# ELM Proof of Concept #2 : Topic Modelling

* October 5th, 2018
* Ryan Kazmerik, Data Scientist
* Enterprise Data Science, Encana


## Hypothesis
Topic modelling may reveal word relationships in our news articles, which can be used to extract themes or topics per article and for the entire corpus of news articles.

We will test this hypothesis using two different popular topic models and our corpus of ~10,000 news articles from News-API

### Research
**1. LDA (Latent Dirichlet Allocation)**
* generative probability model
* discovers topics through probability distributions
* produces probability weights per word
<br/>[LDA and the ABC news headlines](https://medium.com/ml2vec/topic-modeling-is-an-unsupervised-learning-approach-to-clustering-documents-to-discover-topics-fdfbf30e27df)<br/><br/>

**2. NMF (Non-negative Matrix Factorization)**
* determanistic probability model
* linear algebreic determination
* produces probability weights per word
<br/>[NMF and the New York Times](https://towardsdatascience.com/topic-modeling-for-the-new-york-times-news-dataset-1f643e15caac)

## Experiments
**We need a training set of articles for this experiment.**

Let's load in ~1200 news headlines from Elastic and focus on articles that mention *oil* or *gas*:

In [1]:
from elasticsearch import Elasticsearch
es = Elasticsearch()

docs = es.search(
    index='articles', 
    doc_type='article',
    q='description:"oil" OR description:"gas"',
    filter_path=['hits.hits'],
    _source_include='description,title',
    sort='_id',
    size=100000
)

articles = []

for i,d in enumerate(docs['hits']['hits']):
    desc = (d["_source"]["description"])
    if(desc):
        articles.append(desc)
    i+=1;
    
print("No. training articles:",len(articles))
print()
print("Sample description:",articles[1])

No. training articles: 8284

Sample description: Shares were mixed in Asia on Monday, with Chinese benchmarks leading decliners. The air strikes on Syria appeared to be having scant impact on trading, and oil prices fell back. Eyes were on Chinese GDP data due on Tuesday. KEEPING SCORE: Japan's Nikkei 225 i…

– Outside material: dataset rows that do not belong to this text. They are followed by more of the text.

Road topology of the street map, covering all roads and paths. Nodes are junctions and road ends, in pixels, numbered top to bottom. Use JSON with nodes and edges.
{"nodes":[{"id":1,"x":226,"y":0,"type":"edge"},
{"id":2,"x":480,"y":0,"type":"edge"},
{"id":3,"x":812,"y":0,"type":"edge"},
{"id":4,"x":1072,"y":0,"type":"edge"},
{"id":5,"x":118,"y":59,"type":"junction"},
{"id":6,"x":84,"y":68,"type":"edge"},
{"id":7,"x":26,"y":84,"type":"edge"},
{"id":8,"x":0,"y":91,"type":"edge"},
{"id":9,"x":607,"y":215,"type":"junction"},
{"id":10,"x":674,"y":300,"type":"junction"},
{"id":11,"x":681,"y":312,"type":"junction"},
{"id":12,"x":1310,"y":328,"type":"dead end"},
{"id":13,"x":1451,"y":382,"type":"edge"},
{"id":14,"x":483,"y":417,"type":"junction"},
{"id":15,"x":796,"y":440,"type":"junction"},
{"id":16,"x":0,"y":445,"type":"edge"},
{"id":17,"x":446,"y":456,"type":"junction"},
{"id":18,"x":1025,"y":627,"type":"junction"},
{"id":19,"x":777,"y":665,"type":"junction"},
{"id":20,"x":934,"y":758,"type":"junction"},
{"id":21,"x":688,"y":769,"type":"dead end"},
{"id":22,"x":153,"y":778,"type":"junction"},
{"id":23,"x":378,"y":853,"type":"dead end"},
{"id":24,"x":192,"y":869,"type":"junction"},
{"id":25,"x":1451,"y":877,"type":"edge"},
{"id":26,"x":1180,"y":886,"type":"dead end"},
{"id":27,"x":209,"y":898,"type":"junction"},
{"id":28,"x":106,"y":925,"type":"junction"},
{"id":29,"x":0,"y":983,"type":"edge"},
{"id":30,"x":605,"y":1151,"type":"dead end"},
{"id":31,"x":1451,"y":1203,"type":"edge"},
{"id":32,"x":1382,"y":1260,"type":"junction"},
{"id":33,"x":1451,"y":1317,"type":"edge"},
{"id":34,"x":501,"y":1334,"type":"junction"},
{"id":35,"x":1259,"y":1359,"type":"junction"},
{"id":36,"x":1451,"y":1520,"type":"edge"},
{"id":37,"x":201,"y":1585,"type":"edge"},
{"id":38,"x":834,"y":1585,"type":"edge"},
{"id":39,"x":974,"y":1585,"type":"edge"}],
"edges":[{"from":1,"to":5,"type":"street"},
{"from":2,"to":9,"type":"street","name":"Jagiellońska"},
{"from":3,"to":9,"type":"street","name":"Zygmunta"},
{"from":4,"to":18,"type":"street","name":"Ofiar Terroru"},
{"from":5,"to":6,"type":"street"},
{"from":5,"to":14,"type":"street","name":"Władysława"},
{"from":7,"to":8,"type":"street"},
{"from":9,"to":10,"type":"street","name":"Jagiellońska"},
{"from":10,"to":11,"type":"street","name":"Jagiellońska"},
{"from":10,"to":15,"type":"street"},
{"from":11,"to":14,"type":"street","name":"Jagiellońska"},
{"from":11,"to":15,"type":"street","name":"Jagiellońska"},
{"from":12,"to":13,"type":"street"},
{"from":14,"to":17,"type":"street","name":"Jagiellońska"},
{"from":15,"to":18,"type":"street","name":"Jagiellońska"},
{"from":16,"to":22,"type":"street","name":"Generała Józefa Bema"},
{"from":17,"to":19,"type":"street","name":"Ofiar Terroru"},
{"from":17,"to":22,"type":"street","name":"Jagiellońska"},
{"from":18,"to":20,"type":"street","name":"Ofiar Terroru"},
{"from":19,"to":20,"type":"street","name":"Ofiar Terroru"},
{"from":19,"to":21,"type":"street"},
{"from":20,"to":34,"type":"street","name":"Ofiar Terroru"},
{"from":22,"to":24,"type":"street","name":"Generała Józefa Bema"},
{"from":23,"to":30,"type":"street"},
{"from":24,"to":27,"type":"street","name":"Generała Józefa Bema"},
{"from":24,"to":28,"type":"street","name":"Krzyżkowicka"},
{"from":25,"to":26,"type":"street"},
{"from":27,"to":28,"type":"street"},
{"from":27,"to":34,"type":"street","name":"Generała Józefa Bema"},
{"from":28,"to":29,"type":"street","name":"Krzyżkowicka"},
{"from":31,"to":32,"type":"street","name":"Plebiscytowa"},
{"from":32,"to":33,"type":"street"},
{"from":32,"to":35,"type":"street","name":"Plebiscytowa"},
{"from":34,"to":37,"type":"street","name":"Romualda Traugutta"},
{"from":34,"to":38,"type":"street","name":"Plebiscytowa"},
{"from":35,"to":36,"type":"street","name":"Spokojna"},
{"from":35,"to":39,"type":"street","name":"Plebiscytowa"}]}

**The sentences in the articles must be parsed to remove stop words, and split into individual words (tokenization). Then the words need to be encoded as floating point values to be used as input for our algorithms (vectorization).**

Let's create some feature vectors for our dataset:

In [2]:
from sklearn.feature_extraction.text import CountVectorizer, TfidfVectorizer
from sklearn.feature_extraction import text 

n_features = 1000

my_additional_stop_words = ['ap','said','says','time','monday','november']
stop_words = text.ENGLISH_STOP_WORDS.union(my_additional_stop_words)

count_vectorizer = CountVectorizer(max_df=0.95, min_df=2, analyzer='word',
                         max_features=n_features, stop_words=stop_words, token_pattern = r'\b[a-zA-Z]{3,}\b')

tfidf_vectorizer = TfidfVectorizer(max_df=0.95, min_df=2, max_features=n_features, 
                        stop_words=stop_words)

fs1_train = count_vectorizer.fit_transform(articles)
fs2_train = tfidf_vectorizer.fit_transform(articles)

print("Count Feature set shape:",fs1_train.shape)
print("TF-IDF Feature set shape:",fs2_train.shape)

Count Feature set shape: (8284, 1000)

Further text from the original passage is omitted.